On Friday, after I got off from my twelve hour shift at work, I drove down to Lander University to attend an Active Shooter training designed specifically for Dispatchers and Telecommunicators. Put on by one of the SLED officers, it was an amazing class full of facts and statistics, but more importantly, personal accounts, stories, and emotions.
The officer made it clear from the beginning that Dispatchers and Call Takers in a Communications Center were just as valuable, if not more critical, than the officers on the ground. He made it know that it is time to accept that we are a part of the first responder family. Those of us who work in the Communications Center are no longer civilians. Without our voices behind the radio, officers would never receive the call. Would not be able to respond.
As he shared his experiences of talking with and interviewing the dispatchers and first responders that responded to Sandy Hook and Aurora, as well as countless other incidents, he put the faces and names of the victims up on the screen. He had us look at them and listen as he told us who they were, what made them special. He made them real for us.
He made sure that while we classify these incidents as “Active Shooter” incidents, these acts were not about guns, it is a issue about violence. It doesn’t matter if a subject uses a gun or a knife, a car or a hammer, the goal is the same: to inflict as many casualties as possible by any means necessary. These acts are pure evil, and the only way you can combat evil is to become a warrior and face it head on. To crush its head beneath your feet.
His passion was evident in every word and syllable that he spoke. “Law enforcement runs towards the sound of gunfire,” he told us. “We bleed so that the kids don’t.” The goal of first responders in a mass casualty incident is to save as many lives as possible, but to do that, they have to stop the killing first, then stop the dying.
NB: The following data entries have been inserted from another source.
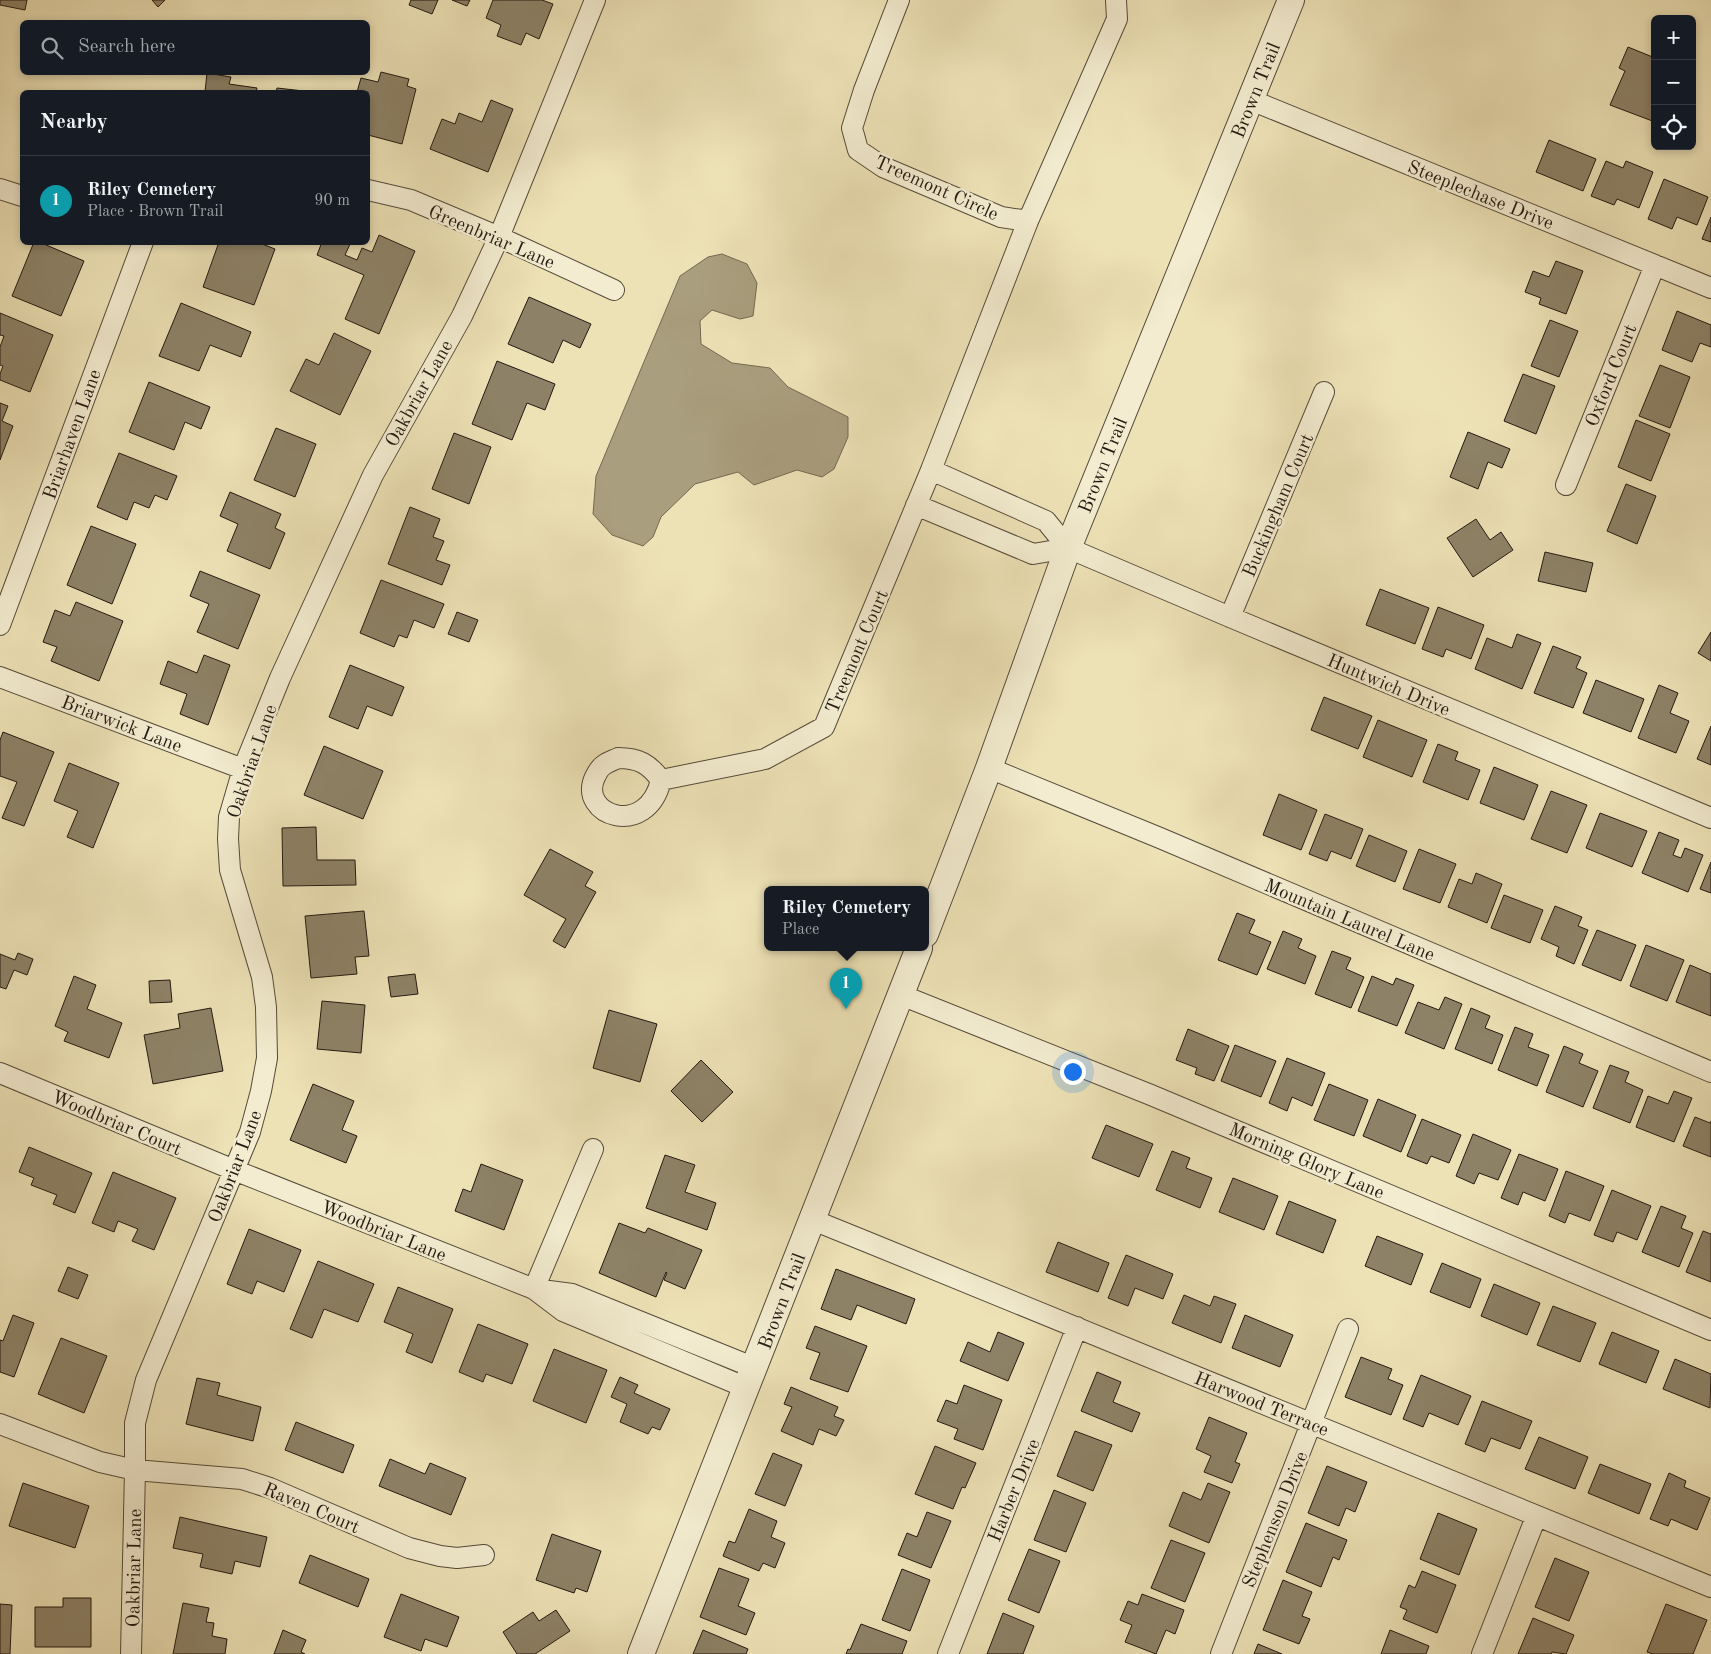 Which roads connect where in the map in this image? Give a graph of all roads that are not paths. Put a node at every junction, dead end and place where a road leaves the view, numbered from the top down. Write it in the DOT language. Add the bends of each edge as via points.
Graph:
graph roads {
  1 [pos="595,0"];
  2 [pos="899,0"];
  3 [pos="1116,0"];
  4 [pos="1291,0"];
  5 [pos="1251,100"];
  6 [pos="0,189"];
  7 [pos="370,190"];
  8 [pos="20,195"];
  9 [pos="1028,221"];
  10 [pos="498,237"];
  11 [pos="142,245"];
  12 [pos="1655,265"];
  13 [pos="1711,288"];
  14 [pos="614,290"];
  15 [pos="1324,392"];
  16 [pos="931,470"];
  17 [pos="1566,485"];
  18 [pos="916,505"];
  19 [pos="1068,548"];
  20 [pos="1230,618"];
  21 [pos="0,625"];
  22 [pos="0,677"];
  23 [pos="989,768"];
  24 [pos="244,769"];
  25 [pos="661,780"];
  26 [pos="1711,818"];
  27 [pos="929,924"];
  28 [pos="918,951"];
  29 [pos="901,995"];
  30 [pos="1711,1072"];
  31 [pos="0,1073"];
  32 [pos="593,1149"];
  33 [pos="234,1170"];
  34 [pos="813,1220"];
  35 [pos="534,1289"];
  36 [pos="1078,1327"];
  37 [pos="1348,1329"];
  38 [pos="1711,1330"];
  39 [pos="751,1378"];
  40 [pos="0,1424"];
  41 [pos="1311,1424"];
  42 [pos="135,1470"];
  43 [pos="1536,1517"];
  44 [pos="484,1555"];
  45 [pos="1711,1587"];
  46 [pos="131,1654"];
  47 [pos="641,1654"];
  48 [pos="948,1654"];
  49 [pos="1220,1654"];
  50 [pos="1482,1654"];
  1 -- 10 [label="street, Oakbriar Lane"];
  2 -- 9 [label="street, Treemont Circle" via="852,128 858,150 882,167 1000,217"];
  3 -- 9 [label="street" via="1117,19"];
  4 -- 5 [label="street, Brown Trail"];
  5 -- 12 [label="street, Steeplechase Drive"];
  5 -- 19 [label="street, Brown Trail"];
  6 -- 8 [label="street"];
  7 -- 10 [label="street, Greenbriar Lane" via="411,200"];
  9 -- 16 [label="street"];
  10 -- 14 [label="street, Greenbriar Lane"];
  10 -- 24 [label="street, Oakbriar Lane" via="462,316 373,475 280,678"];
  11 -- 21 [label="street, Briarhaven Lane"];
  12 -- 13 [label="street, Steeplechase Drive"];
  12 -- 17 [label="street, Oxford Court"];
  15 -- 20 [label="street, Buckingham Court"];
  16 -- 18 [label="street, Treemont Court"];
  16 -- 19 [label="street" via="1046,521"];
  18 -- 19 [label="street" via="1033,554"];
  18 -- 25 [label="street, Treemont Court" via="824,727 765,759"];
  19 -- 20 [label="street, Huntwich Drive"];
  19 -- 23 [label="street, Brown Trail"];
  20 -- 26 [label="street, Huntwich Drive"];
  22 -- 24 [label="street, Briarwick Lane"];
  23 -- 27 [label="street, Brown Trail"];
  23 -- 30 [label="street, Mountain Laurel Lane"];
  24 -- 33 [label="street, Oakbriar Lane" via="229,817 230,870 262,977 267,1058 250,1132"];
  28 -- 29 [label="street, Brown Trail"];
  29 -- 34 [label="street, Brown Trail"];
  29 -- 38 [label="street, Morning Glory Lane" via="1160,1099"];
  31 -- 33 [label="street, Woodbriar Court"];
  32 -- 35 [label="street"];
  33 -- 35 [label="street, Woodbriar Lane"];
  33 -- 42 [label="street, Oakbriar Lane" via="146,1380 134,1423"];
  34 -- 36 [label="street, Harwood Terrace"];
  34 -- 39 [label="street, Brown Trail"];
  35 -- 39 [label="street, Woodbriar Lane" via="563,1311"];
  36 -- 41 [label="street, Harwood Terrace"];
  36 -- 48 [label="street, Harber Drive"];
  37 -- 41 [label="street, Stephenson Drive"];
  39 -- 47 [label="street, Brown Trail"];
  40 -- 42 [label="street, Raven Court" via="100,1462"];
  41 -- 43 [label="street, Harwood Terrace"];
  41 -- 49 [label="street, Stephenson Drive"];
  42 -- 44 [label="street, Raven Court" via="242,1479 409,1548 457,1558"];
  42 -- 46 [label="street, Oakbriar Lane"];
  43 -- 45 [label="street, Harwood Terrace"];
  43 -- 50 [label="street"];
}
The sooner an officer engages with a subject, the quicker the killing stops. And before an officer can respond, a call taker must gather a location and a dispatcher must give out the call over the radio. This is the critical step between Telecommunicators and first responders on the ground.
The remainder of the class, we talked about what Dispatchers can do from behind the radio, saving lives through proactively supporting those who arrive first on the scene. From organizing staging and containment to getting more resources before the requests are made, to gathering and providing information collected through callers.
When a disaster hits, be it a active shooter incident or a tornado or the death of someone in front of you, you have to make a choice. You have to move. You have to act. Do you flee or fight? Do you falter or freeze?
Like the stages of grief, there are three stages of responding to a disaster. The quicker you move through them, the faster you act. Denial. Deliberation. Decisive moment.
We all want to believe that something would never happen to us. We want to believe that “it”(whatever it happens to be) cant or wont happen here. But the fact isn’t if it will happen, but when. And when it does, you have to face the reality of it. Denial has no survival value.
You must deliberate at what you will do. And until you are in that moment, you will not know the choice that you will make. But that choice is made through experience and training and preparation (or the lack of it). And once that choice is made, you must act.
The quicker you act, the more lives you will save. The quicker you respond, the faster your units get in route. The faster law enforcement personnel is notified, the quicker the killing stops.
The more you train and prepare yourself for what will happen, the quicker you make that decision. The sooner we can stop the dying.
When we, dispatchers and telecommunicators, get behind the mike, we are no longer civilians. We become lifelines and support for our officers and first responders. We take up that mantle of the warrior and fight the darkness and evil of the world that threatens to destroy what we have come to love.
One of the things the SLED officer said was that the only way into the Warrior Class, as he called it, was to learn how to love something. To love with all your heart. And until we learn to love, we will never rise to be warriors to fight to protect our communities.
It’s not enough to hope that we know how to react, but we have to train to be warriors. We have to get angry and let the rage give us the strength to fight. We have to learn to go on the offensive instead of constantly thinking defensively. But most importantly, we have to learn to love.
In the end, dispatchers and first responders get paid for what we are prepared to do.
As I headed home after the four hour training, I was filled with courage and the knowledge knowing that when the next big thing happen, I know a more than I did before and that training could mean the difference between saving someones life and having their name on another board full of victims.